Line by line, retype the material with nothing left out.

* Input data *

------------------------------------------------------------------------

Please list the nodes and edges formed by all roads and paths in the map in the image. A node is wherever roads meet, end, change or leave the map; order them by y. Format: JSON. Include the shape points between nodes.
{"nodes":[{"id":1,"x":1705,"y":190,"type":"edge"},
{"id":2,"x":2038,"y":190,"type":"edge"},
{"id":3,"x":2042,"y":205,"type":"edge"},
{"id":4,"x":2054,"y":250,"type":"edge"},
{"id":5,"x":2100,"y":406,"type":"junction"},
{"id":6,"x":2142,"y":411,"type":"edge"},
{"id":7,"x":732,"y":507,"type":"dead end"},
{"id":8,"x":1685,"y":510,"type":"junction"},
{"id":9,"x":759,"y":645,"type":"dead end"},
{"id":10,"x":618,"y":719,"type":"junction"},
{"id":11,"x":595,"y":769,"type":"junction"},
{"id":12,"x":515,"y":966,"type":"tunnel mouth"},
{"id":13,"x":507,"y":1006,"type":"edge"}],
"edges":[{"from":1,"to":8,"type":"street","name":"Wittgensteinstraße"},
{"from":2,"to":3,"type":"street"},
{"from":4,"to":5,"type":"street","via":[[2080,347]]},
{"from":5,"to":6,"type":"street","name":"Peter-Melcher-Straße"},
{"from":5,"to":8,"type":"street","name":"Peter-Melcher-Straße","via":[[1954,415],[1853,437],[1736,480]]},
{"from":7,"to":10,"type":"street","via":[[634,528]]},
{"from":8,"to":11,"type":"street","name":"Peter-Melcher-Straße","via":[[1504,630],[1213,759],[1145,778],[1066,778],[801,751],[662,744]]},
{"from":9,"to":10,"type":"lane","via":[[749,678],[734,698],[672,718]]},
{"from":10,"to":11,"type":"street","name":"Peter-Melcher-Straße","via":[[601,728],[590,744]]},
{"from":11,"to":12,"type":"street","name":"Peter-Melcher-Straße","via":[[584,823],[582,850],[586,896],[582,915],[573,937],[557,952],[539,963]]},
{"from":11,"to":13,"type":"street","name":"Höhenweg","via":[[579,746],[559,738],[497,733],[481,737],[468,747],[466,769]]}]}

------------------------------------------------------------------------

* Output *
Please list the nodes and edges formed by all roads and paths in the map in the image. A node is wherever roads meet, end, change or leave the map; order them by y. Format: JSON. Include the shape points between nodes.
{"nodes":[{"id":1,"x":1705,"y":190,"type":"edge"},
{"id":2,"x":2038,"y":190,"type":"edge"},
{"id":3,"x":2042,"y":205,"type":"edge"},
{"id":4,"x":2054,"y":250,"type":"edge"},
{"id":5,"x":2100,"y":406,"type":"junction"},
{"id":6,"x":2142,"y":411,"type":"edge"},
{"id":7,"x":732,"y":507,"type":"dead end"},
{"id":8,"x":1685,"y":510,"type":"junction"},
{"id":9,"x":759,"y":645,"type":"dead end"},
{"id":10,"x":618,"y":719,"type":"junction"},
{"id":11,"x":595,"y":769,"type":"junction"},
{"id":12,"x":515,"y":966,"type":"tunnel mouth"},
{"id":13,"x":507,"y":1006,"type":"edge"}],
"edges":[{"from":1,"to":8,"type":"street","name":"Wittgensteinstraße"},
{"from":2,"to":3,"type":"street"},
{"from":4,"to":5,"type":"street","via":[[2080,347]]},
{"from":5,"to":6,"type":"street","name":"Peter-Melcher-Straße"},
{"from":5,"to":8,"type":"street","name":"Peter-Melcher-Straße","via":[[1954,415],[1853,437],[1736,480]]},
{"from":7,"to":10,"type":"street","via":[[634,528]]},
{"from":8,"to":11,"type":"street","name":"Peter-Melcher-Straße","via":[[1504,630],[1213,759],[1145,778],[1066,778],[801,751],[662,744]]},
{"from":9,"to":10,"type":"lane","via":[[749,678],[734,698],[672,718]]},
{"from":10,"to":11,"type":"street","name":"Peter-Melcher-Straße","via":[[601,728],[590,744]]},
{"from":11,"to":12,"type":"street","name":"Peter-Melcher-Straße","via":[[584,823],[582,850],[586,896],[582,915],[573,937],[557,952],[539,963]]},
{"from":11,"to":13,"type":"street","name":"Höhenweg","via":[[579,746],[559,738],[497,733],[481,737],[468,747],[466,769]]}]}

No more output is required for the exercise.